(Task objective):
If a line in the records below contains "blur", copy that line.

====== Provided entries ======

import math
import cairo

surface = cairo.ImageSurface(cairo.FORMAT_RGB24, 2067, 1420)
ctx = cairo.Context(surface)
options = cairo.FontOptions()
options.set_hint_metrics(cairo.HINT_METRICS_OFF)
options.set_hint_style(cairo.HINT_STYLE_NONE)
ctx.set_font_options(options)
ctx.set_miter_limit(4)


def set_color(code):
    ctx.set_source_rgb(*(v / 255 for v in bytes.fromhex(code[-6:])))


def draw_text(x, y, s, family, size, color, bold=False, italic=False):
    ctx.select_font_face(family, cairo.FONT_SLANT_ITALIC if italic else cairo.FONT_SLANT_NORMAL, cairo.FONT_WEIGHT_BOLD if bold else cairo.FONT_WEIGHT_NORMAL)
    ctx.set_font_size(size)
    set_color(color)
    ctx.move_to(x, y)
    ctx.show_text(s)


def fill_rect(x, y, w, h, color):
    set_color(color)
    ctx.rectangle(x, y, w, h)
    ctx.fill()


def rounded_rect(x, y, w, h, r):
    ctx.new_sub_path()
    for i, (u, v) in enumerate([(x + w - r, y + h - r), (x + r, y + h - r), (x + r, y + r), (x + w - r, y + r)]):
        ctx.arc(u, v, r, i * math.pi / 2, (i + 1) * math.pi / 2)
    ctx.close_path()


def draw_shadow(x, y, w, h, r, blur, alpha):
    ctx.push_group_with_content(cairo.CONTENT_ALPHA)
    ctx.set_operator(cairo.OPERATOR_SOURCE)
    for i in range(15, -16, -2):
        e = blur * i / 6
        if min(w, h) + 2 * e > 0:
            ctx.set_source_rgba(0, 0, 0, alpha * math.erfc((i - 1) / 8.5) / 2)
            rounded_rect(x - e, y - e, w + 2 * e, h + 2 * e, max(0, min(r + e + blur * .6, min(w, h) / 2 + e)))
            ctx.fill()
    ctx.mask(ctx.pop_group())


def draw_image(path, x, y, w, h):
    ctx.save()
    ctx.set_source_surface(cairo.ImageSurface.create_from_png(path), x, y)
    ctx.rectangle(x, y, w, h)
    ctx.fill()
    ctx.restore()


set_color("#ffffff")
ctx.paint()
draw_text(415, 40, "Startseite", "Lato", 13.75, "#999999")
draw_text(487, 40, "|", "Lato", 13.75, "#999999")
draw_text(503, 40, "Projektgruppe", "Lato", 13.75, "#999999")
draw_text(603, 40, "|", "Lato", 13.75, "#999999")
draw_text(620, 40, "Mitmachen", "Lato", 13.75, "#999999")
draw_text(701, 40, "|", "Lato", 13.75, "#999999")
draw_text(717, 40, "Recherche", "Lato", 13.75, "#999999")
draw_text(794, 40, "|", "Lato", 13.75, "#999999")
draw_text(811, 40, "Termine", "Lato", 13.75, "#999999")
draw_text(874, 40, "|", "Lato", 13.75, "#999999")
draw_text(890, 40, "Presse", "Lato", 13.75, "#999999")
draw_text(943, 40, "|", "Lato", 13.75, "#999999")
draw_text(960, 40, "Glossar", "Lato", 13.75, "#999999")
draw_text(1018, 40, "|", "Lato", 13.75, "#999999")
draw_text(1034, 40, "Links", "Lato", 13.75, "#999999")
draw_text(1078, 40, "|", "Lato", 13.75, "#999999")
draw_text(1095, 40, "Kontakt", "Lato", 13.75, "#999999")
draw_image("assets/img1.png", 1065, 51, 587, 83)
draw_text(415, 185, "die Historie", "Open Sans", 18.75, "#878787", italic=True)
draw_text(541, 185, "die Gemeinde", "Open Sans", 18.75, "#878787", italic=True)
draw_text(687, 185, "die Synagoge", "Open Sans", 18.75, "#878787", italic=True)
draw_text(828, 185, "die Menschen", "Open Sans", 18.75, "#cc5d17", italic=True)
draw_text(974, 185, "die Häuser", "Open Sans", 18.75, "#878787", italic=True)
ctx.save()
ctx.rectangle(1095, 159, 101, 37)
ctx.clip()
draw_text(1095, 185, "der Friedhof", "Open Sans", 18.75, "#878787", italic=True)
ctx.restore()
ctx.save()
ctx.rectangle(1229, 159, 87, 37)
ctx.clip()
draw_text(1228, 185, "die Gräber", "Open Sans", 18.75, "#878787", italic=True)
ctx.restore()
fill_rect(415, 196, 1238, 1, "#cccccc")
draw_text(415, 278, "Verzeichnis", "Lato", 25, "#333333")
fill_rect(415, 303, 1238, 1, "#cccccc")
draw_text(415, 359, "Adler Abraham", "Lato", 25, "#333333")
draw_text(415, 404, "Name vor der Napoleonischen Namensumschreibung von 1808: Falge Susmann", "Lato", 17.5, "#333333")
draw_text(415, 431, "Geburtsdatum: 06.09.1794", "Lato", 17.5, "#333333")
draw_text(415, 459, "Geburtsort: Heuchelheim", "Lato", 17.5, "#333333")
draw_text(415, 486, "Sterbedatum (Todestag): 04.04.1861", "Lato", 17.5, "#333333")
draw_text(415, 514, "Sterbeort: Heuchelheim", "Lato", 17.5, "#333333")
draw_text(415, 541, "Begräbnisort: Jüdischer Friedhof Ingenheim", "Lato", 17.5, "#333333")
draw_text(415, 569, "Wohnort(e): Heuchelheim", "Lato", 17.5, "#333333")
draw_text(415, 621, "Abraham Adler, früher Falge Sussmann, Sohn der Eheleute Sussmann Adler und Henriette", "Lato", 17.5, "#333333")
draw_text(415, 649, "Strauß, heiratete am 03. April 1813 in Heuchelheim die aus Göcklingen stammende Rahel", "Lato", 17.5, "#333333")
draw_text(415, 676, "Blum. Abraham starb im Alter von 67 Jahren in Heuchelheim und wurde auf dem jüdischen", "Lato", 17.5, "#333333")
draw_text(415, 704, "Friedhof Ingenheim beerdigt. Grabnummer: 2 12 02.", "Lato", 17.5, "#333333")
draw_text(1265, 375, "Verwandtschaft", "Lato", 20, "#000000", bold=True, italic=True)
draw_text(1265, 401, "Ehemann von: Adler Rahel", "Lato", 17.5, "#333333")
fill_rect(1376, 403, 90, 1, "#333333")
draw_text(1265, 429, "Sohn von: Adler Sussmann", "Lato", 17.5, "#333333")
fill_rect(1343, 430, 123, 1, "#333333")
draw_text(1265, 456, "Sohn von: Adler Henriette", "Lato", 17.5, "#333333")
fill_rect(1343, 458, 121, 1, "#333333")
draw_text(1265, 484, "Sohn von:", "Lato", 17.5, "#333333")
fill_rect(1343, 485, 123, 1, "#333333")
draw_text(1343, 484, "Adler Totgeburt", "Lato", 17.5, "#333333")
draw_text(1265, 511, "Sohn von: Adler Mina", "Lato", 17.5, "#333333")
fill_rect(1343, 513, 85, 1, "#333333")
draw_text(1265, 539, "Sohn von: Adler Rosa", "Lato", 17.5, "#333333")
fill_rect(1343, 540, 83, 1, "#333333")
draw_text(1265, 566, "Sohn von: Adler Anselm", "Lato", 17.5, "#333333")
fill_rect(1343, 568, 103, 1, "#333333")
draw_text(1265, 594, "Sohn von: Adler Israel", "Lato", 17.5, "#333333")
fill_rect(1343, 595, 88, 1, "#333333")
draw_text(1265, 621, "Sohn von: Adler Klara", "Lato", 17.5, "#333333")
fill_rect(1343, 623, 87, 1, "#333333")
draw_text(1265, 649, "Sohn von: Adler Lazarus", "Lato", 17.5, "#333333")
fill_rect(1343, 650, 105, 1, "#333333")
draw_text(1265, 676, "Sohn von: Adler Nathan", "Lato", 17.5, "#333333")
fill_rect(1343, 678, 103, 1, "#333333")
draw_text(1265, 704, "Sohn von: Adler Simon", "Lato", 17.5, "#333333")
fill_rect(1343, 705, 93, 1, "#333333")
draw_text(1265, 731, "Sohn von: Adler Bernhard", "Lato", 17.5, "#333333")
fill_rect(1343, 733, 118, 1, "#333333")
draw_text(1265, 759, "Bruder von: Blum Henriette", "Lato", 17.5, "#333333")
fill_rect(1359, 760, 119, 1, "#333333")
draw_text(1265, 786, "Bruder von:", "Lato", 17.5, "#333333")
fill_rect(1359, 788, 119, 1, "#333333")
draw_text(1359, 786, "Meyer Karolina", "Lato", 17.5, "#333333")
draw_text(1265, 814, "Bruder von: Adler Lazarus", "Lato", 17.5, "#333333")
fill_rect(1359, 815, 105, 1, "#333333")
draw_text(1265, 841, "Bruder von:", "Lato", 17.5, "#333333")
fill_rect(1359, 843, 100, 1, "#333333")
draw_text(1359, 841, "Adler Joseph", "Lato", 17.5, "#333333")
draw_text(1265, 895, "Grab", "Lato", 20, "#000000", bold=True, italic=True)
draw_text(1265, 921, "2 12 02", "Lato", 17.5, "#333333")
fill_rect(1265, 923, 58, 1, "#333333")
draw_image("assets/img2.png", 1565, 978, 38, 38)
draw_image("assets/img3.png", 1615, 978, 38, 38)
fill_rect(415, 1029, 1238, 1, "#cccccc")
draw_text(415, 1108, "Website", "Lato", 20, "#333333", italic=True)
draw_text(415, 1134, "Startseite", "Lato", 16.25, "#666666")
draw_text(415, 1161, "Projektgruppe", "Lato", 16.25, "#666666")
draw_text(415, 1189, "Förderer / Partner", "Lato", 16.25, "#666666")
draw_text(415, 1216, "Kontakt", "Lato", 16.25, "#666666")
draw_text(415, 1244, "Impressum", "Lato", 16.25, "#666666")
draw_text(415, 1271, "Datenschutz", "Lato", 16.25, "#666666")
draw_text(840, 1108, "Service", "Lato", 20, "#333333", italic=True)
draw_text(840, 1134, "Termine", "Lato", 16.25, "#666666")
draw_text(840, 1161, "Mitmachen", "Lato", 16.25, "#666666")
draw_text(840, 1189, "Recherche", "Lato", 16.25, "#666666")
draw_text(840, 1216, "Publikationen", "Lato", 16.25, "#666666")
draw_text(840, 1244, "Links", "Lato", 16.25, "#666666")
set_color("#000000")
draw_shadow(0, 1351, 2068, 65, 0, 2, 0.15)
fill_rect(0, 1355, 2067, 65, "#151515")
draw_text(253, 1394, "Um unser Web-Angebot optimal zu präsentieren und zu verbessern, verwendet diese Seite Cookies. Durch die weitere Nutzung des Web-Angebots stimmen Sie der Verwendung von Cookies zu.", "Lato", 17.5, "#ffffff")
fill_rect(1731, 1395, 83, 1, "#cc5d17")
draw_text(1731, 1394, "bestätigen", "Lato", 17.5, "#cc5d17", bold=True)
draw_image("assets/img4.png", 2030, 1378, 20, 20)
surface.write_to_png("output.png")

======
====== Provided entries ======

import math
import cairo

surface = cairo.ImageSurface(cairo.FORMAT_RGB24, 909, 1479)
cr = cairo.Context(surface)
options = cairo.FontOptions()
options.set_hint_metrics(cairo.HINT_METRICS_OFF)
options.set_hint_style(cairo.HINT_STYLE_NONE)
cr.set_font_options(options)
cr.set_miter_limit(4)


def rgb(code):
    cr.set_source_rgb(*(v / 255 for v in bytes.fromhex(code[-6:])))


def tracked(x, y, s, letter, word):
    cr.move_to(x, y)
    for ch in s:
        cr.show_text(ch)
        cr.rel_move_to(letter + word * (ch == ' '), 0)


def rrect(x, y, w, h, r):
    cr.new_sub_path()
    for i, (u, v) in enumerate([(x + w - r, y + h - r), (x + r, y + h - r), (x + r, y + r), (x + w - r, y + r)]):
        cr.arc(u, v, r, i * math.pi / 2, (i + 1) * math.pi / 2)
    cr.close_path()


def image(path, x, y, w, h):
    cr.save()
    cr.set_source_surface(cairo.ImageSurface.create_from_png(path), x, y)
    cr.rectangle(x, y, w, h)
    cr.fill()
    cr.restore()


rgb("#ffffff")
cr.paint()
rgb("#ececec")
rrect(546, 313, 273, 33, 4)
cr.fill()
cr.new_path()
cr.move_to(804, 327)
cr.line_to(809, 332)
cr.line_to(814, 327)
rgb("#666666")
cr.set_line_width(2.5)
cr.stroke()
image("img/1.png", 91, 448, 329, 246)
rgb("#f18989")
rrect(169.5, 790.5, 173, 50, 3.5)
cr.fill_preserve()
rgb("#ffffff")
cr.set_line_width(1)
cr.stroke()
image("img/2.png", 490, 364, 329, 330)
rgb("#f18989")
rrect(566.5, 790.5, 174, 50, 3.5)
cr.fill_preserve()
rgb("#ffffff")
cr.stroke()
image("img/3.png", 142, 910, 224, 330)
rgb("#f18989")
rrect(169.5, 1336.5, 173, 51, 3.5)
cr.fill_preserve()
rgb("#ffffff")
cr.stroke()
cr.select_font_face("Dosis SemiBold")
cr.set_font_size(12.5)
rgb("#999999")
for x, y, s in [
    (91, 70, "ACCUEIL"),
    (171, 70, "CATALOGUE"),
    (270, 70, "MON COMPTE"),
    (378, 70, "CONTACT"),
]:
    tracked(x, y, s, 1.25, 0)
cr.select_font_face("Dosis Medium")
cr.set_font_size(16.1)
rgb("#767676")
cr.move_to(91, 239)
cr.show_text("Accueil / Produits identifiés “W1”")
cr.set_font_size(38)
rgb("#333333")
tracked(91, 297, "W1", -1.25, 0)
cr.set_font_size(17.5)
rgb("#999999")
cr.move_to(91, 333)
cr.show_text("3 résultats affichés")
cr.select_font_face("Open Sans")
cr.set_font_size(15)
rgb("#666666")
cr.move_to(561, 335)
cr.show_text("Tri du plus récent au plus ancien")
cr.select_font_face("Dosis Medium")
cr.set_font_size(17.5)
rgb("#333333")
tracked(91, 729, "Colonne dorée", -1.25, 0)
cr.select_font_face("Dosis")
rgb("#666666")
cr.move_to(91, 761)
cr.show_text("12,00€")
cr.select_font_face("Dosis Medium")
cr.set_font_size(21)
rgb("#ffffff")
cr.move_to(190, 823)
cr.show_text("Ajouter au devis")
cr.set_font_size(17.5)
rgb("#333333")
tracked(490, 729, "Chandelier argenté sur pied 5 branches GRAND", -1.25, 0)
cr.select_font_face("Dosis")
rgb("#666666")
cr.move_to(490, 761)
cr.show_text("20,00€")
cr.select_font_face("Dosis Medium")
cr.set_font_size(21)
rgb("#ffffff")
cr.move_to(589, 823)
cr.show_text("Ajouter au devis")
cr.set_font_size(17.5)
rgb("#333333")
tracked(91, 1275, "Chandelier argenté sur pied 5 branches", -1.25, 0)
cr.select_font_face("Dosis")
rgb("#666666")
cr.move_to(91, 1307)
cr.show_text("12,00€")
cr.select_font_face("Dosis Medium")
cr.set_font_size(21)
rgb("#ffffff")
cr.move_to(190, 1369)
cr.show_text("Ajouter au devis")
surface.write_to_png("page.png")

======

(Exercise response):
def draw_shadow(x, y, w, h, r, blur, alpha):
        e = blur * i / 6
            rounded_rect(x - e, y - e, w + 2 * e, h + 2 * e, max(0, min(r + e + blur * .6, min(w, h) / 2 + e)))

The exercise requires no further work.